Task to carry out:
Please print every record exactly as it stands, leaving out the pictures.

Input:
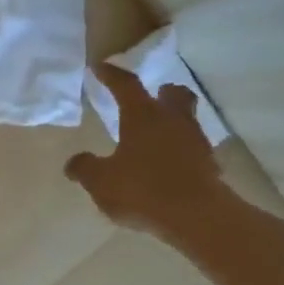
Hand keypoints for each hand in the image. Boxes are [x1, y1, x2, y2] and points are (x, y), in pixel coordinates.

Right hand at [65, 69, 229, 243]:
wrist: (197, 217)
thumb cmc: (143, 189)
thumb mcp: (101, 181)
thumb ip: (85, 168)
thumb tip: (74, 163)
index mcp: (143, 115)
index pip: (126, 85)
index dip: (111, 75)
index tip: (100, 67)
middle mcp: (172, 120)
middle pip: (173, 94)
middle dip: (161, 92)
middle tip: (150, 98)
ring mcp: (195, 141)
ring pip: (186, 119)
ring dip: (171, 122)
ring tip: (155, 136)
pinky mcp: (209, 164)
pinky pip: (192, 148)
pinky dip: (180, 150)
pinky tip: (167, 165)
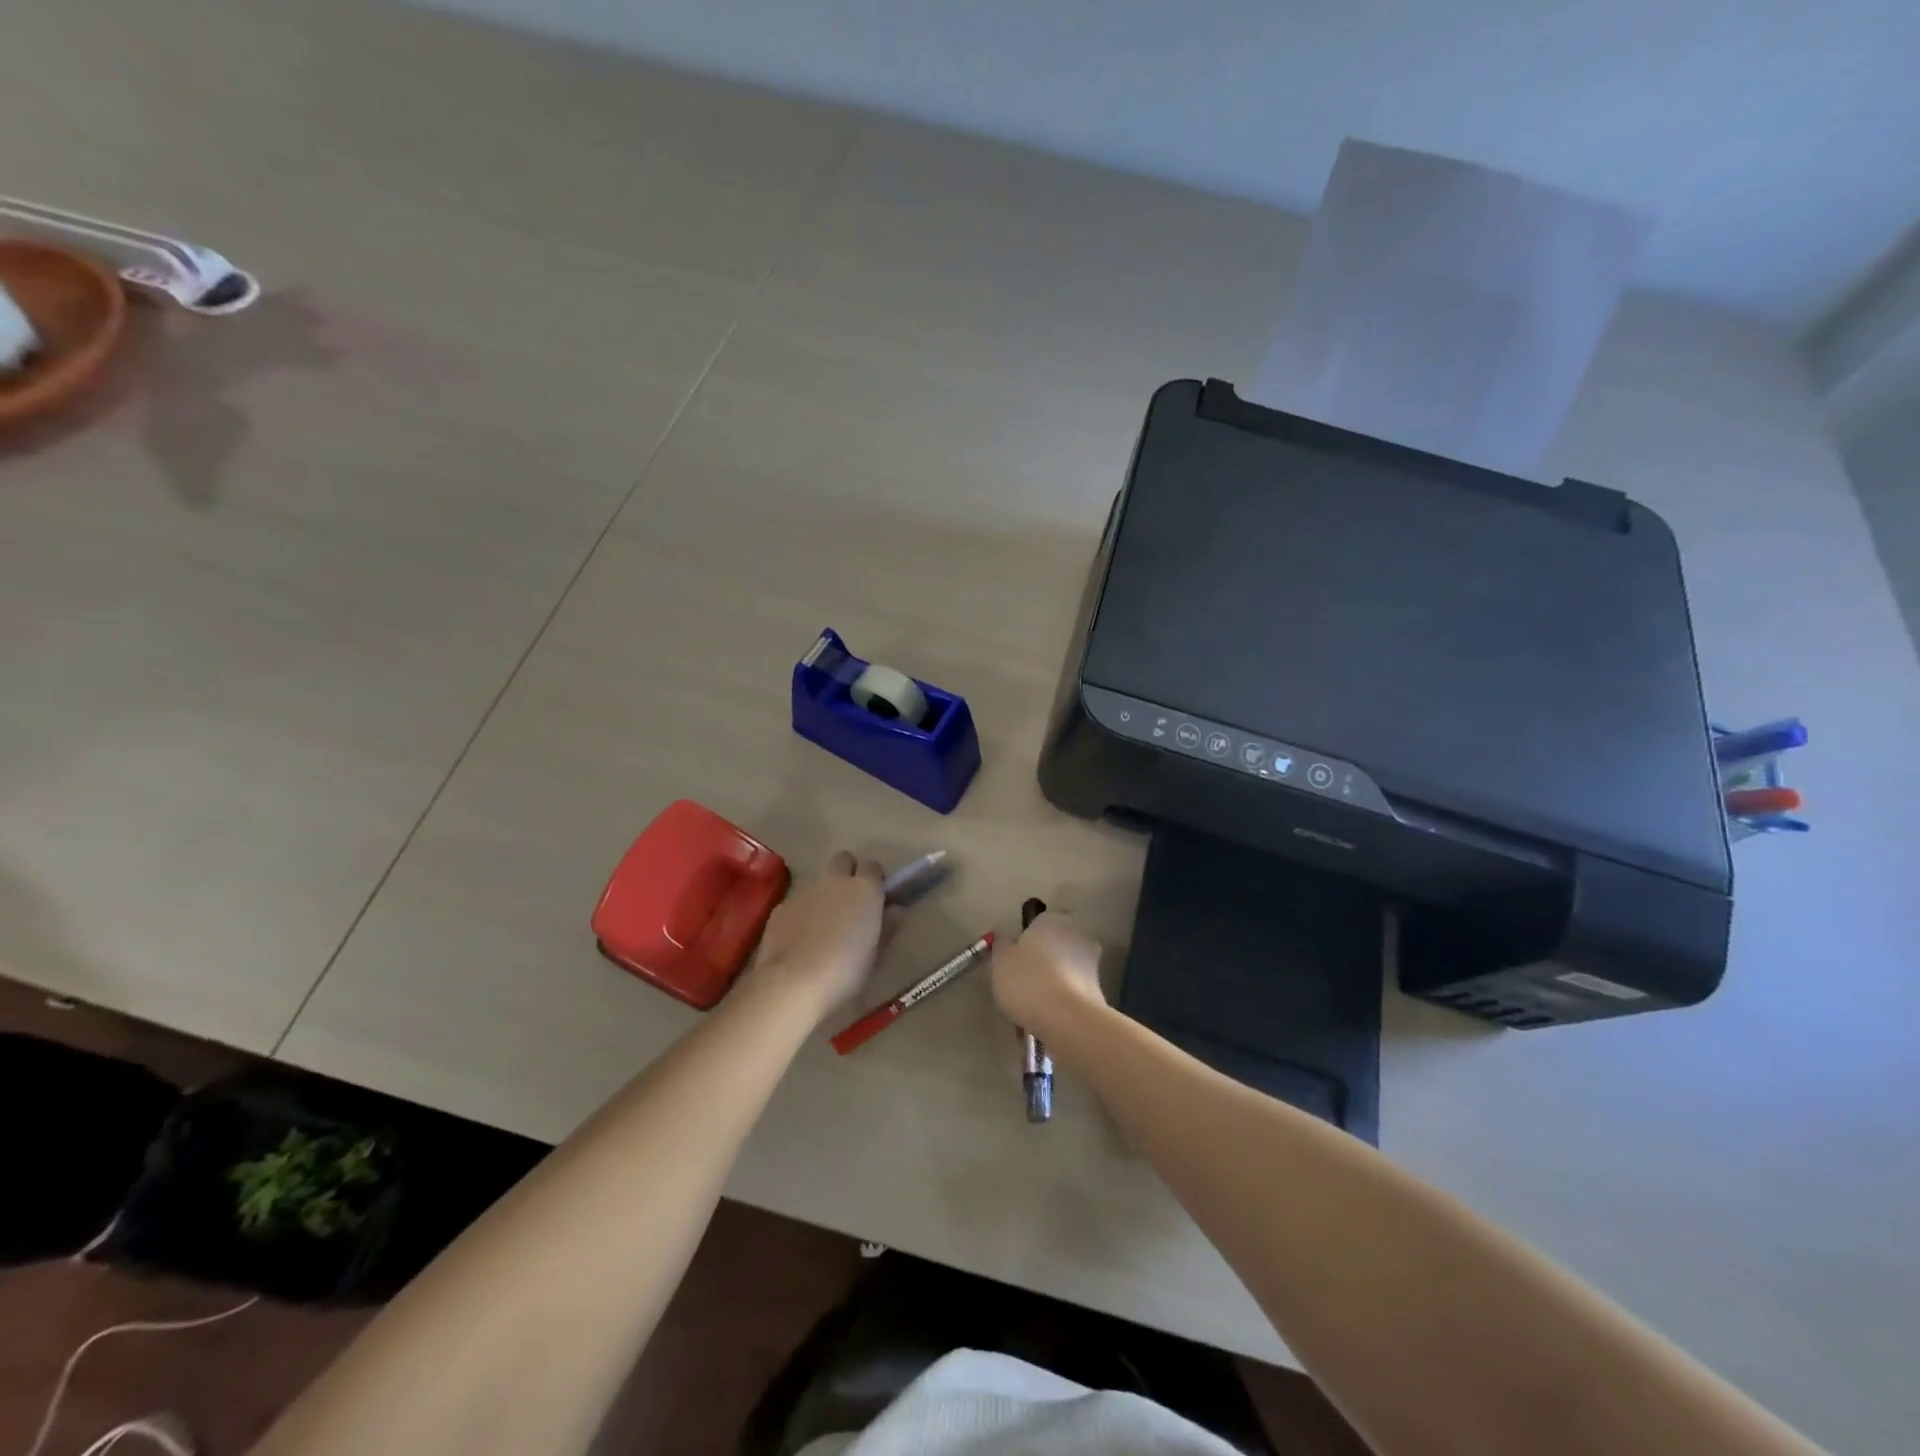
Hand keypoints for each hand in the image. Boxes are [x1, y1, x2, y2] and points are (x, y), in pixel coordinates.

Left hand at [751, 852, 891, 1018]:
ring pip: (818, 880)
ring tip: (825, 925)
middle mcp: (833, 881)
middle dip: (848, 872)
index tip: (877, 897)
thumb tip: (896, 910)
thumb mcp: (876, 953)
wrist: (795, 983)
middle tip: (852, 902)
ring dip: (825, 893)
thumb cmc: (847, 970)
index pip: (872, 865)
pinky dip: (803, 912)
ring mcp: (804, 892)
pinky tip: (802, 938)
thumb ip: (887, 925)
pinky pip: (797, 901)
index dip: (875, 878)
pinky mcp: (781, 908)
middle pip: (843, 859)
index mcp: (863, 889)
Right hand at [990, 911, 1106, 1040]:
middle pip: (1055, 945)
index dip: (1025, 942)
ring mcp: (1091, 961)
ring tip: (1034, 1008)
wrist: (1066, 1018)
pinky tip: (1048, 1018)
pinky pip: (1074, 991)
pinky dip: (1063, 1001)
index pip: (1037, 923)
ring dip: (1054, 982)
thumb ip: (1001, 946)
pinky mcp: (1099, 989)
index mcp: (1051, 920)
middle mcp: (1076, 934)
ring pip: (1066, 969)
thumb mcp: (1000, 961)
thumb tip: (1004, 937)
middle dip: (1043, 962)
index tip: (1014, 962)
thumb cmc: (1027, 980)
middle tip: (1023, 984)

Output for this exercise:
Hand keypoints for each hand in the image. Boxes are [x1, y1, x2, y2] and points are (x, y), in pixel coordinates.

Right hand at [65, 69, 229, 243]:
wrist: (197, 217)
thumb cmc: (143, 189)
thumb mcp: (101, 181)
thumb ip: (85, 168)
thumb tip: (74, 163)
index mcp: (143, 115)
index pip: (126, 85)
index dip: (111, 75)
index tip: (100, 67)
middle mcp: (172, 120)
middle pip: (173, 94)
middle dip: (161, 92)
middle tip: (150, 98)
ring mcp: (195, 141)
ring pip: (186, 119)
ring dip: (171, 122)
ring tip: (155, 136)
pinky mcp: (209, 164)
pinky pip: (192, 148)
pinky dip: (180, 150)
pinky tip: (167, 165)
Hand keypoints for each hand in the image. Boxes are [x1, y1, x2, y2] and points are (x, y), in pixel coordinates.

Left hand at [751, 852, 891, 1018]:
ring pip: (818, 880)
ring tip: (825, 925)
middle mcp: (833, 881)
middle dip: (848, 872)
index tip: (877, 897)
thumb tip: (896, 910)
thumb mcp: (876, 953)
wrist: (795, 983)
middle tip: (852, 902)
ring dip: (825, 893)
thumb cmc: (847, 970)
index pip: (872, 865)
pinky dip: (803, 912)
ring mcp: (804, 892)
pinky tip: (802, 938)
thumb ip: (887, 925)
pinky pip: (797, 901)
index dip: (875, 878)
pinky mcp: (781, 908)
middle pip: (843, 859)
index mcp: (863, 889)
Right hand at [990, 911, 1106, 1040]:
middle pip: (1055, 945)
index dip: (1025, 942)
ring mcp: (1091, 961)
ring tip: (1034, 1008)
wrist: (1066, 1018)
pinky tip: (1048, 1018)
pinky pip: (1074, 991)
pinky dip: (1063, 1001)
index pip: (1037, 923)
ring dip: (1054, 982)
thumb ip: (1001, 946)
pinky mcp: (1099, 989)
index mcp: (1051, 920)
middle mcp: (1076, 934)
ring pip: (1066, 969)
thumb mcp: (1000, 961)
thumb tip: (1004, 937)
middle dip: (1043, 962)
index tip: (1014, 962)
thumb cmc: (1027, 980)
middle tip: (1023, 984)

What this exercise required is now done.